• [About this exercise] Every line of the listing should be retyped exactly, but none of the pictures should be.

• [Data excerpts]

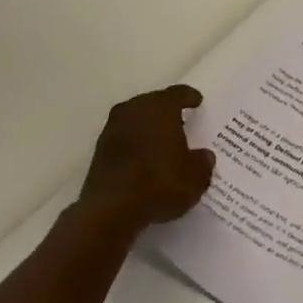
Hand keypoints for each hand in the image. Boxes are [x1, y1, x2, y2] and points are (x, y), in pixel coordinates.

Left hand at [78, 85, 215, 229]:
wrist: (111, 209)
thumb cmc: (160, 184)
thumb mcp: (195, 178)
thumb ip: (202, 163)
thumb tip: (204, 156)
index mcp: (160, 108)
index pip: (178, 94)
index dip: (189, 97)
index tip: (196, 101)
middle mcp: (134, 110)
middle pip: (153, 103)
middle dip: (167, 111)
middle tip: (181, 122)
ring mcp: (113, 129)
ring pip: (135, 120)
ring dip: (148, 127)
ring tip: (162, 141)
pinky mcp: (99, 150)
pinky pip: (124, 138)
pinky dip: (135, 143)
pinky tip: (144, 158)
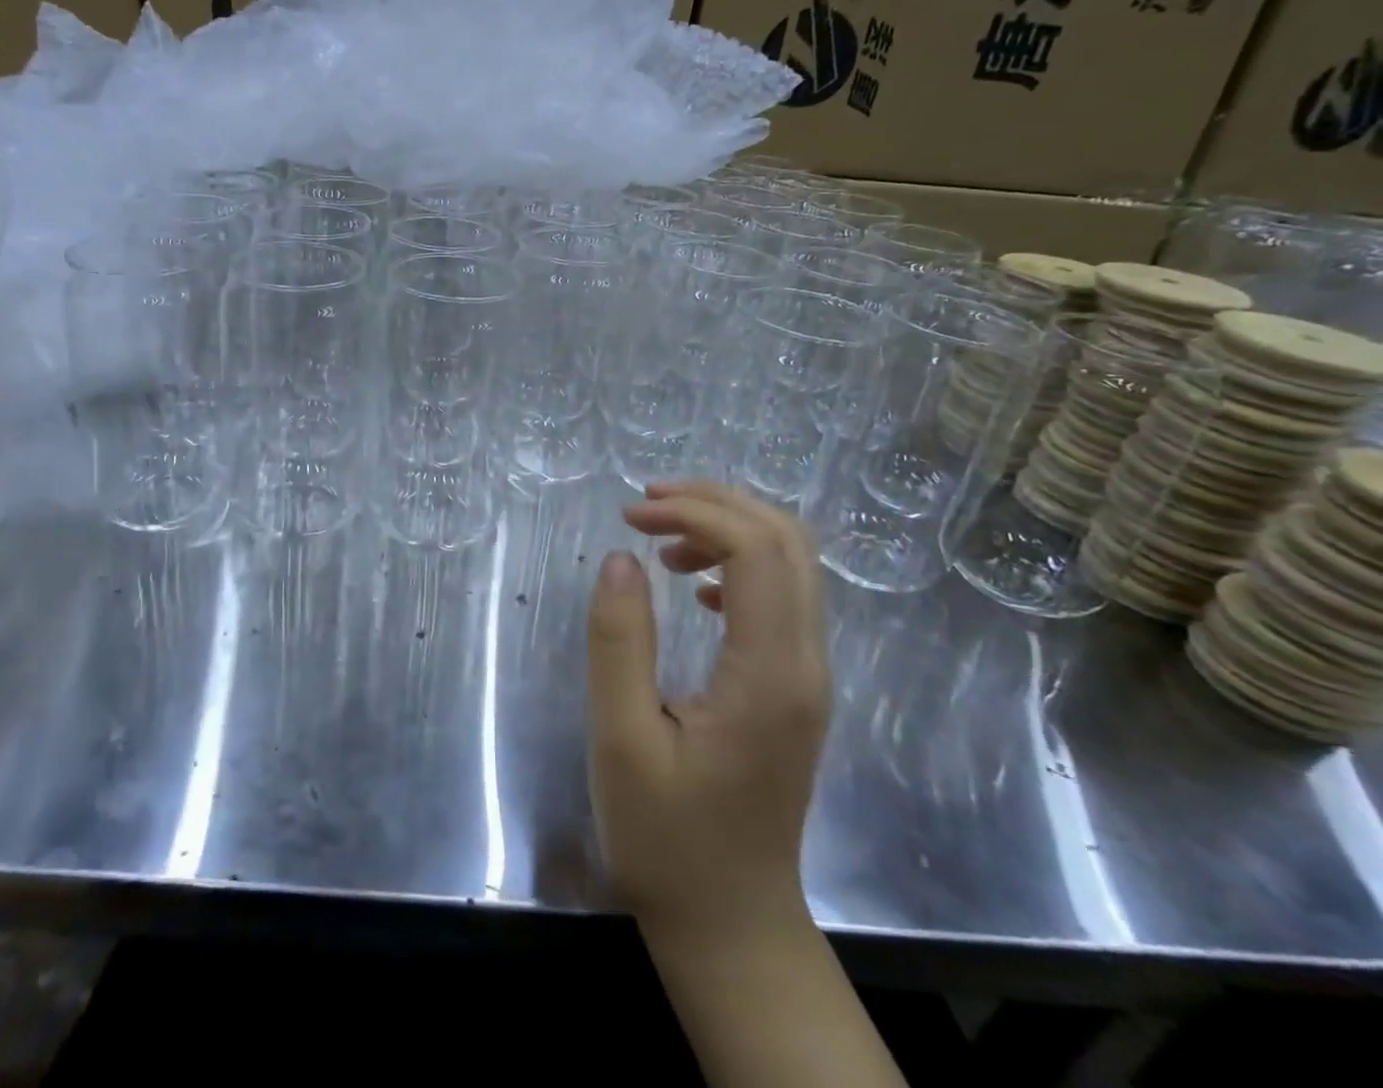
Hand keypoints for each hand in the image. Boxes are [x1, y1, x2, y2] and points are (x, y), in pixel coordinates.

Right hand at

• [Reply]
Hand keypoints for each hand in the image. Boxes are [x1, y1, x2, y2] and points are (x, y), in pixel coordinates.

Left hand at [78, 85, 215, 229]:
wrist: (111, 209)
thumb cmc: (160, 184)
thumb mcp: (195, 178)
thumb ip: (202, 163)
thumb tip: (204, 156)
index mcp: (160, 108)
index pip: (178, 94)
index dip: (189, 97)
index tip: (196, 101)
middle mcp: (134, 110)
middle pip: (153, 103)
middle dip: (167, 111)
middle tip: (181, 122)
ring mcp: (113, 129)
ring pip: (135, 120)
ring dip: (148, 127)
ring tip: (162, 141)
pinky mcp: (99, 150)
pinky pip: (124, 138)
pinky dip: (135, 143)
pinky tip: (144, 158)
Hand keypoints for each hand in the image. Boxes are [x1, y1, x2, y2] and points are (x, y), in pixel coordinates.

Right hand at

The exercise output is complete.